Berkeley Group Holdings PLC (LSE: BKG) shares nudged a double-digit fall (9%) on Friday - its most disappointing trading day since March 2020 - after the London-focused developer downgraded its profit guidance for 2026 and 2027.
Investors appeared to have looked past the company’s full-year pre-tax profit of £529 million, broadly in line with expectations and focused on the soft outlook and an increasingly competitive market that’s creating some tough trading headwinds for housebuilders.
The high-end home builder now expects pre-tax profits to fall to around £450 million in both 2026 and 2027, down from earlier forecasts of roughly £475 million.
What clearly cast an ominous shadow over the future outlook was a drop in forward sales from £300 million to £1.4 billion and a slight contraction in future gross margins.
This not only reflects tougher market conditions but the need for higher sales incentives to move properties.
The company also shifted some homes onto its build-to-rent platform and added new sites and planning consents.
Key full-year results include:
- A small revenue increase to £2.49 billion from selling just over 4,000 homes.
- Operating profit was up 4%.
- £337 million in net cash, down from £532 million.
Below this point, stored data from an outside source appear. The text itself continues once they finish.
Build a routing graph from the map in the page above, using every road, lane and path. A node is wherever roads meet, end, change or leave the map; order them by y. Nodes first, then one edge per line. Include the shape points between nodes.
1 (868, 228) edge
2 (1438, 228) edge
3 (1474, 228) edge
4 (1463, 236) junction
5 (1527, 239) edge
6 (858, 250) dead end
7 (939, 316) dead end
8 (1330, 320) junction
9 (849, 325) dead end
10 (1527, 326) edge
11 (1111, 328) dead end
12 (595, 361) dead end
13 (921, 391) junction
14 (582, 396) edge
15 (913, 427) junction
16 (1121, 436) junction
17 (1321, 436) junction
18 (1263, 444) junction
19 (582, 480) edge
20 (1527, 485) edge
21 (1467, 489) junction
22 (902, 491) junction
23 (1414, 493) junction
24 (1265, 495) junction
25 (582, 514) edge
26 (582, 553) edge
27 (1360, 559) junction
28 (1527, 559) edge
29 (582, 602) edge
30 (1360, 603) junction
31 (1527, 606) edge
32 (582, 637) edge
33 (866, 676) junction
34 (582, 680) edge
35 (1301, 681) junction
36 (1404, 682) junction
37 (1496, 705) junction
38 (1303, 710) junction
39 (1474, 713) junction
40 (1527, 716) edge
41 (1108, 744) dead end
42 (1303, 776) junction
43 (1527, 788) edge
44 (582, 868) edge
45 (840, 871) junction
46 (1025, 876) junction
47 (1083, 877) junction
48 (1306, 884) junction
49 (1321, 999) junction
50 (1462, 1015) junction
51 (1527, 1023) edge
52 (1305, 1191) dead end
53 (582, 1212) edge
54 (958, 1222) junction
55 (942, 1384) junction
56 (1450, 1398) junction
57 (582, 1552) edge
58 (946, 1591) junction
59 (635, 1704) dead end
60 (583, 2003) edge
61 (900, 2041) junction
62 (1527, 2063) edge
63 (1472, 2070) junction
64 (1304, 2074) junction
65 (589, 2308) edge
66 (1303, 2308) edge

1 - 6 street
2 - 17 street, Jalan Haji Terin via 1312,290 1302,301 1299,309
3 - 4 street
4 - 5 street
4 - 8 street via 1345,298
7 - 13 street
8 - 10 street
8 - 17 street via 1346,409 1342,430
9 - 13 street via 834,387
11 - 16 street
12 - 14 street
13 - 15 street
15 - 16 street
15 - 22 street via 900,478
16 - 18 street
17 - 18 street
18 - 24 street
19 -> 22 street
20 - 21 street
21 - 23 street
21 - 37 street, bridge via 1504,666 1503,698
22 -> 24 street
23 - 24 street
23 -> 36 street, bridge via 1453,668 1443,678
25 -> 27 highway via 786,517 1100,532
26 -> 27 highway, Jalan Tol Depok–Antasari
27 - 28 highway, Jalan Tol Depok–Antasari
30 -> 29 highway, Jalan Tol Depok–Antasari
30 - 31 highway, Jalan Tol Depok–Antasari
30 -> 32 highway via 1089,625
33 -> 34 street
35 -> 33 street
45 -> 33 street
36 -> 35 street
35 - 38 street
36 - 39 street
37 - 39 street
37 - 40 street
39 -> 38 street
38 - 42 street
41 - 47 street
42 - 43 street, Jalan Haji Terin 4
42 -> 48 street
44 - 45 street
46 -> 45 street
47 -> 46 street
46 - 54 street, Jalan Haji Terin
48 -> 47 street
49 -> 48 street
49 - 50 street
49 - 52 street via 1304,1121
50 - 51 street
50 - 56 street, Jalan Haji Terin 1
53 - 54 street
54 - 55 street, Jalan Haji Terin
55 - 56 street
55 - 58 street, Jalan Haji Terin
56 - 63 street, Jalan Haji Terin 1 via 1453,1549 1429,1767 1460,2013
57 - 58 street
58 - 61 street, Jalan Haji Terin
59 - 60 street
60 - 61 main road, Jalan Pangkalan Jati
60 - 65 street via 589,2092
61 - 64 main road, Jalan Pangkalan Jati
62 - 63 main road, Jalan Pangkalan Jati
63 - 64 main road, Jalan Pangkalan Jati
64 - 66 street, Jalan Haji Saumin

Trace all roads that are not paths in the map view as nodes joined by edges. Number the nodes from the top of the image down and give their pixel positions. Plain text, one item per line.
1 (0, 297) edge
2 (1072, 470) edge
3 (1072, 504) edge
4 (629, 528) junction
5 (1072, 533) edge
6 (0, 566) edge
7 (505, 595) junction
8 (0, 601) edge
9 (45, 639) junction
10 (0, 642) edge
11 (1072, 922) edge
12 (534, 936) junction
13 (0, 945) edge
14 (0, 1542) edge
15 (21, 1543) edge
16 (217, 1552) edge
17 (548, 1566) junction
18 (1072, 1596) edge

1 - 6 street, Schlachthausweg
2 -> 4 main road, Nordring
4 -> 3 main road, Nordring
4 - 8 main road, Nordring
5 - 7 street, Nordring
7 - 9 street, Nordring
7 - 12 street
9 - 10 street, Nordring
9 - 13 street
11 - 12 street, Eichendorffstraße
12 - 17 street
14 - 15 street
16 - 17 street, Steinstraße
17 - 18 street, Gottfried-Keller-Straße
- Net asset value grew 7% to £35.95 per share.
Coinciding with Friday’s result, the British home-builder proposed the appointment of CEO Rob Perrins as executive chair to succeed Michael Dobson and lead its 10-year strategy to invest £5 billion ($6.73 billion) in building new homes, plus 4,000 rental homes through its Build to Rent platform.
The board changes come as Berkeley implements its recently developed 10-year strategy, “Berkeley 2035”.
The company stated [that] the leadership transition aims to maintain continuity during a period of "heightened geopolitical and macro-economic volatility" in the housing sector.
British finance minister Rachel Reeves' recent spending review outlined an additional £10 billion investment to build thousands more homes in England, on top of a £39 billion, 10-year affordable housing plan.
However, Britain’s housing market, which has been under pressure from high interest rates and economic uncertainty, is also grappling with regulatory reforms aimed at enhancing safety and addressing systemic flaws, further slowing delivery.
As part of the board reshuffle due to Dobson's planned departure in September, the company said finance chief Richard Stearn would become CEO to replace Perrins.
Despite the share price slip, Berkeley’s shares remain up 10% year-to-date, trading at about 1.2 times projected net asset value for 2025 and offering a post-tax return on equity above 10%.
"I believe the market is overly focused on the very short term, while the long-term prospects for this business remain unchanged," Peel Hunt analyst Clyde Lewis said, saying the share move is likely an over-reaction to the cautious outlook.
Berkeley's most recent analyst rating is a Hold with a £5009.47 price target.